“Despite my job title, first and foremost I’m a pharmacist, and I always will be. Caring for and protecting people is what I do – it’s second nature to me”

How having COVID-19 made LloydsPharmacy Regional Manager Ankit Tyagi want to give up his time to help protect others from the virus.

The last 12 months have bought with them such a rollercoaster of emotions for me. I started 2020 facing redundancy from my role as a Professional Support Manager, then the pandemic hit. In June I secured my current position as Regional Manager for Hertfordshire and in December, I contracted Covid.

As a healthcare professional you know you’re at higher risk of being exposed to the virus, but you just don’t expect it to be you that gets it. That’s when the reality of the pandemic really hit home for me. I’d felt anxious being in our stores despite having adequate PPE and robust policies and procedures in place. I think you just do. But it’s what you signed up for and I knew that by being in our pharmacies, which I am four days a week, I might catch it, and I did.

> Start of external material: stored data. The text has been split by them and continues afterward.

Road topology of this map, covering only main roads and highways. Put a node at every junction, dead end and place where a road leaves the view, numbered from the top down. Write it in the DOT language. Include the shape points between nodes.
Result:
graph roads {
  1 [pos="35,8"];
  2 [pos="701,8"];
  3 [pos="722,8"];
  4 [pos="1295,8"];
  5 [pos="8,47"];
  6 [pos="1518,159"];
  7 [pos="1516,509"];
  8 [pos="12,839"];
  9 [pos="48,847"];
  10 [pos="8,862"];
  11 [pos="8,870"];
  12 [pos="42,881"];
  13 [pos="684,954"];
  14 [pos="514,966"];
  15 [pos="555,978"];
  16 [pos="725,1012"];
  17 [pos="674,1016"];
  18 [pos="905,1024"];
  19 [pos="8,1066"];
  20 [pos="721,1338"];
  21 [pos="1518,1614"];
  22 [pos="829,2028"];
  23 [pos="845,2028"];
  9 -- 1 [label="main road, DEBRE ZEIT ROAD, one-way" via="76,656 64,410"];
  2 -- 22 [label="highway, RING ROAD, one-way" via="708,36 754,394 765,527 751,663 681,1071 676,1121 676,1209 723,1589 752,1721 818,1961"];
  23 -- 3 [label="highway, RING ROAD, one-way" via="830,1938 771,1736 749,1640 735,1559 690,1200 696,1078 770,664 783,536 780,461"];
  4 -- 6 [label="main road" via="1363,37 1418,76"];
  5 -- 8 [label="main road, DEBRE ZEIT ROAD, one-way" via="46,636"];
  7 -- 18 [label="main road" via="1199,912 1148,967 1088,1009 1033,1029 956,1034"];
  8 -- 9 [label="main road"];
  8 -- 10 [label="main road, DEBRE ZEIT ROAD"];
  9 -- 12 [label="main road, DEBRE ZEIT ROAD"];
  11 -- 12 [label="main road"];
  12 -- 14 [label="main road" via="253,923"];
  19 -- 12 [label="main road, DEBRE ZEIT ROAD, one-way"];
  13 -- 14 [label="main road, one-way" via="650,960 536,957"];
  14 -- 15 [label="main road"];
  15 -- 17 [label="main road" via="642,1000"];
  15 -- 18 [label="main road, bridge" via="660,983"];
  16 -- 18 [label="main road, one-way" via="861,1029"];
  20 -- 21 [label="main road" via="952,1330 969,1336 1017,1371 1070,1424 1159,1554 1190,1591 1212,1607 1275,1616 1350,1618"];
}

On Wednesday 9th December it was confirmed. I had the virus. My first thought was naturally my family. My wife was 17 weeks pregnant with our second child and the last thing I wanted was to pass it on, if I hadn’t already. I didn’t want to jeopardise her or our baby’s wellbeing, so I isolated in our spare bedroom for 10 days.

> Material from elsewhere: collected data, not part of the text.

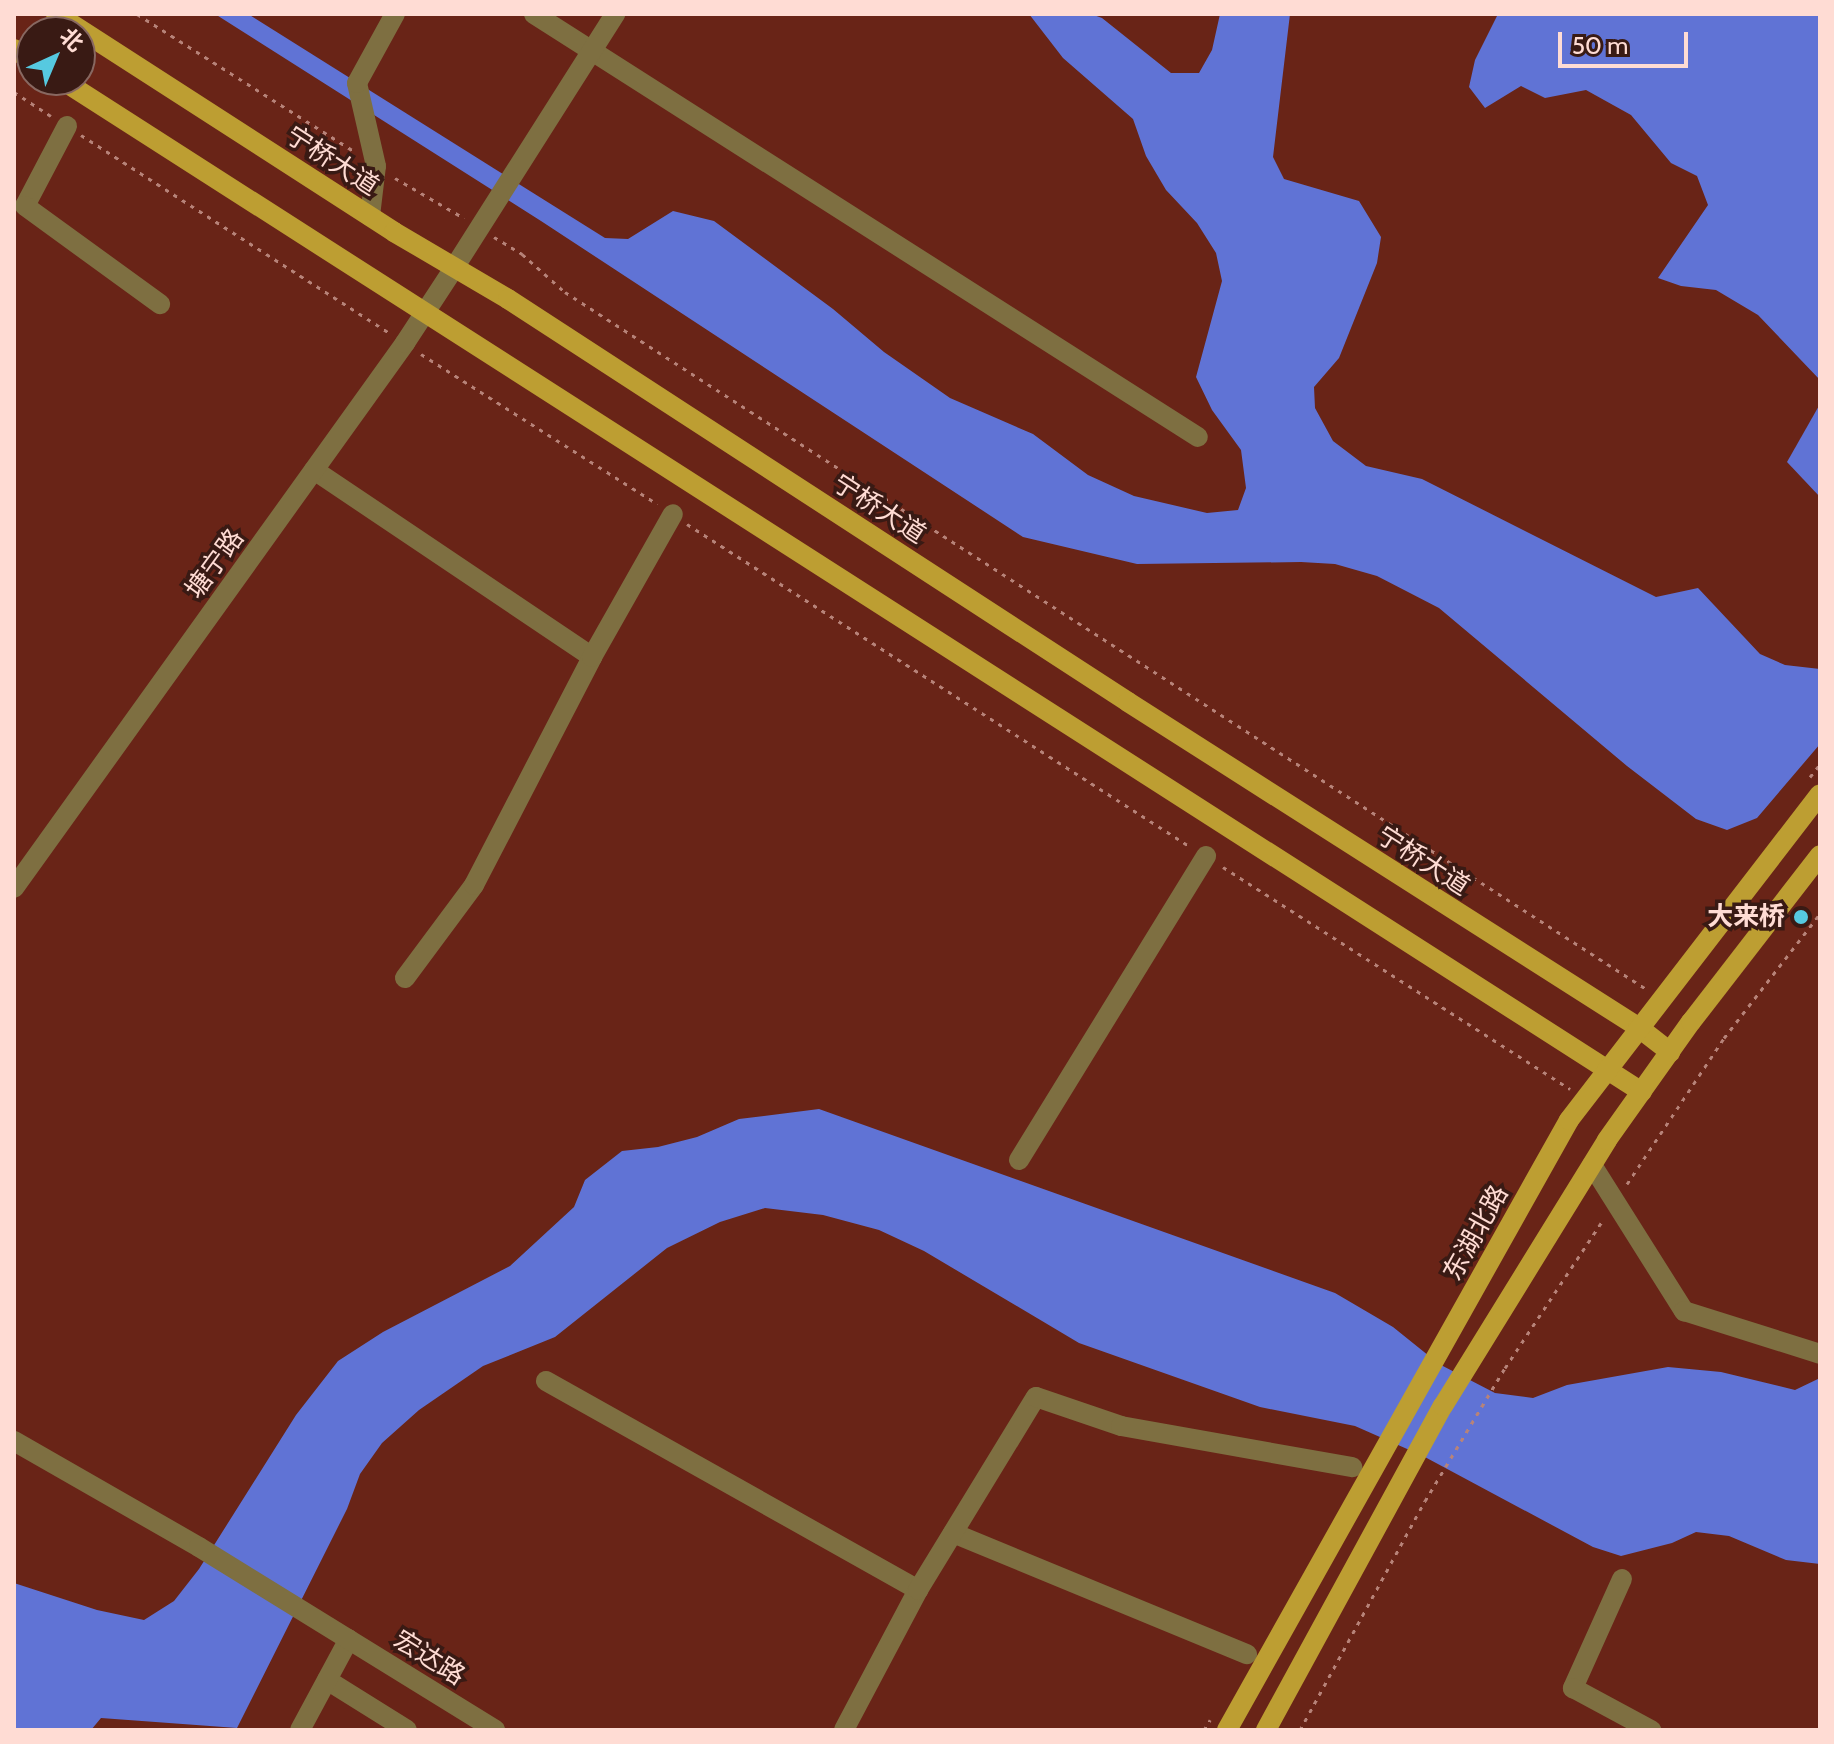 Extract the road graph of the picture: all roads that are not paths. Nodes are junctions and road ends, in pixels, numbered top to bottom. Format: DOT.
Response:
graph roads {
  1 [pos="56,14"];
  2 [pos="395,14"];
  3 [pos="534,14"];
  4 [pos="615,14"];
  5 [pos="593,50"];
  6 [pos="87,96"];
  7 [pos="67,126"];
  8 [pos="370,216"];
  9 [pos="454,268"];
  10 [pos="160,304"];
  11 [pos="426,312"];
  12 [pos="1198,437"];
  13 [pos="314,470"];
  14 [pos="673,514"];
  15 [pos="592,657"];
  16 [pos="1820,794"];
  17 [pos="1820,855"];
  18 [pos="1206,856"];
  19 [pos="14,888"];
  20 [pos="405,978"];
  21 [pos="1638,1027"];
  22 [pos="1670,1052"];
  23 [pos="1607,1069"];
  24 [pos="1642,1092"];
  25 [pos="1019,1160"];
  26 [pos="1592,1165"];
  27 [pos="1820,1354"];
  28 [pos="546,1381"];
  29 [pos="14,1441"];
  30 [pos="1361,1471"];
  31 [pos="953,1533"];
  32 [pos="1622,1579"];
  33 [pos="918,1590"];
  34 [pos="342,1635"];
  35 [pos="1247,1654"];
  36 [pos="327,1680"];
  37 [pos="300,1730"];
  38 [pos="407,1730"];
  39 [pos="495,1730"];
  40 [pos="844,1730"];
  41 [pos="1227,1730"];
  42 [pos="1266,1730"];
  43 [pos="1651,1730"];
  1 -- 8 [label="main road, 宁桥大道"];
  2 -- 8 [label="street"];
  3 -- 5 [label="street"];
  4 -- 5 [label="street, 塘宁路"];
  5 -- 9 [label="street, 塘宁路"];
  5 -- 12 [label="street"];
  6 -- 11 [label="main road"];
  7 -- 10 [label="street"];
  8 -- 9 [label="main road, 宁桥大道"];
  9 -- 11 [label="street, 塘宁路"];
  9 -- 21 [label="main road, 宁桥大道"];
  11 -- 13 [label="street, 塘宁路"];
  11 -- 23 [label="main road"];
  13 -- 15 [label="street"];
  13 -- 19 [label="street, 塘宁路"];
  14 -- 15 [label="street"];
  15 -- 20 [label="street"];
  16 -- 21 [label="main road, 东湖北路"];
  17 -- 22 [label="main road"];
  18 -- 25 [label="street"];
  21 -- 22 [label="main road, 宁桥大道"];
  21 -- 23 [label="main road, 东湖北路"];
  22 -- 24 [label="main road"];
  23 -- 24 [label="main road"];
  23 -- 30 [label="main road, 东湖北路"];
  24 -- 26 [label="main road"];
  26 -- 27 [label="street"];
  26 -- 42 [label="main road"];
  28 -- 33 [label="street"];
  29 -- 34 [label="street, 宏达路"];
  30 -- 31 [label="street"];
  30 -- 41 [label="main road, 东湖北路"];
  31 -- 33 [label="street"];
  31 -- 35 [label="street"];
  32 -- 43 [label="street"];
  33 -- 40 [label="street"];
  34 -- 36 [label="street"];
  34 -- 39 [label="street, 宏达路"];
  36 -- 37 [label="street"];
  36 -- 38 [label="street"];
}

I’m not sure I’ll ever be able to put into words just how difficult being confined to a single room in my own home for that length of time was. All I know is that by the eighth day it was really starting to take its toll on me both physically and mentally. But I look back and laugh in some ways now because before I got Covid part of me did just want to stay at home, wrap my family up in cotton wool and lock the doors. But that’s not what my job is about and being present in the 21 pharmacies I’m responsible for has been more important than ever during all of this. It’s been about facing into the challenges of the pandemic as a team. But now, having spent those 10 days staring at the same four walls without any proper human interaction, all I want to do is be out of the house helping to keep others safe and well.

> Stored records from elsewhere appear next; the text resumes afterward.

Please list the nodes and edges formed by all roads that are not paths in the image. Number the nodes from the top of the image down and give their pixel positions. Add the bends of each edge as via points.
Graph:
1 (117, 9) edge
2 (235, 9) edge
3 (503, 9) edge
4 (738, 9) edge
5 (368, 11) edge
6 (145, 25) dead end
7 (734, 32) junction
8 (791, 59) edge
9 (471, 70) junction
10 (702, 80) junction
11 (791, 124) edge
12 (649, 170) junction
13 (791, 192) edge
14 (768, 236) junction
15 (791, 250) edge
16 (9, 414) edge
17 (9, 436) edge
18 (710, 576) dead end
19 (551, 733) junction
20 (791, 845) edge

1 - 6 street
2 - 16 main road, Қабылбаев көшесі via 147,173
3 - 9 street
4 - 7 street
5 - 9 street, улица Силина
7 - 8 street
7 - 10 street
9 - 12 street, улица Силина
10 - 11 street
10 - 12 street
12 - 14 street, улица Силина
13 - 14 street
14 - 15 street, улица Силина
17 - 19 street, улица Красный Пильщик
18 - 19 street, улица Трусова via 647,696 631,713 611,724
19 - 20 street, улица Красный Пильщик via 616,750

That’s why, when I got a phone call from an old friend and mentor of mine, who has a pharmacy in Ticehurst, a village in East Sussex, asking whether I wanted to help give Covid vaccines, the answer was a resounding yes. It didn’t matter that I live nearly 2 hours away in St. Albans – I just wanted to help.

So now, I work Monday to Friday doing my normal day job and then on a Saturday, I get up at 6am to travel down to Ticehurst for 8am. As well as being part of the LloydsPharmacy team, I’m now also part of a team of 158 volunteers spending 12 hours a day either jabbing or carrying out clinical assessments. I stay overnight in a hotel on the Saturday, do another 12-hour stint again on the Sunday and then travel back home. Yes, it means working seven days a week. Yes, it means being away from my pregnant wife all weekend. And yes, it means spending money out of my own pocket. But I’m helping a community and I’m giving something back, and that’s why I’m doing it. Despite my job title, first and foremost I’m a pharmacist, and I always will be. Caring for and protecting people is what I do – it’s second nature to me. Luckily my wife understands that. She saw how I was when I had Covid and she knows why this is so important to me.

Admittedly, even the community in Ticehurst are shocked at how far I’m travelling to help. They’re so grateful to all the volunteers dedicating their time to the cause. Together the team are administering around 140-160 vaccines a day, seven days a week. There’s a real sense of community spirit and I’m enjoying being a part of that. It gives you hope that the light at the end of the tunnel is getting closer.

Despite all the ups, and the downs, of the last 12 months I feel very fortunate to still have a job that I love and to have survived a virus so many others haven’t. Of all the emotions I’ve felt during all of this, the most overriding one now is a sense of pride. I’m proud to be a pharmacist. Proud of my team. Proud to be volunteering my time, along with so many others, to help protect the most vulnerable. But most of all, proud to be contributing to a safer world for our baby to be born in to.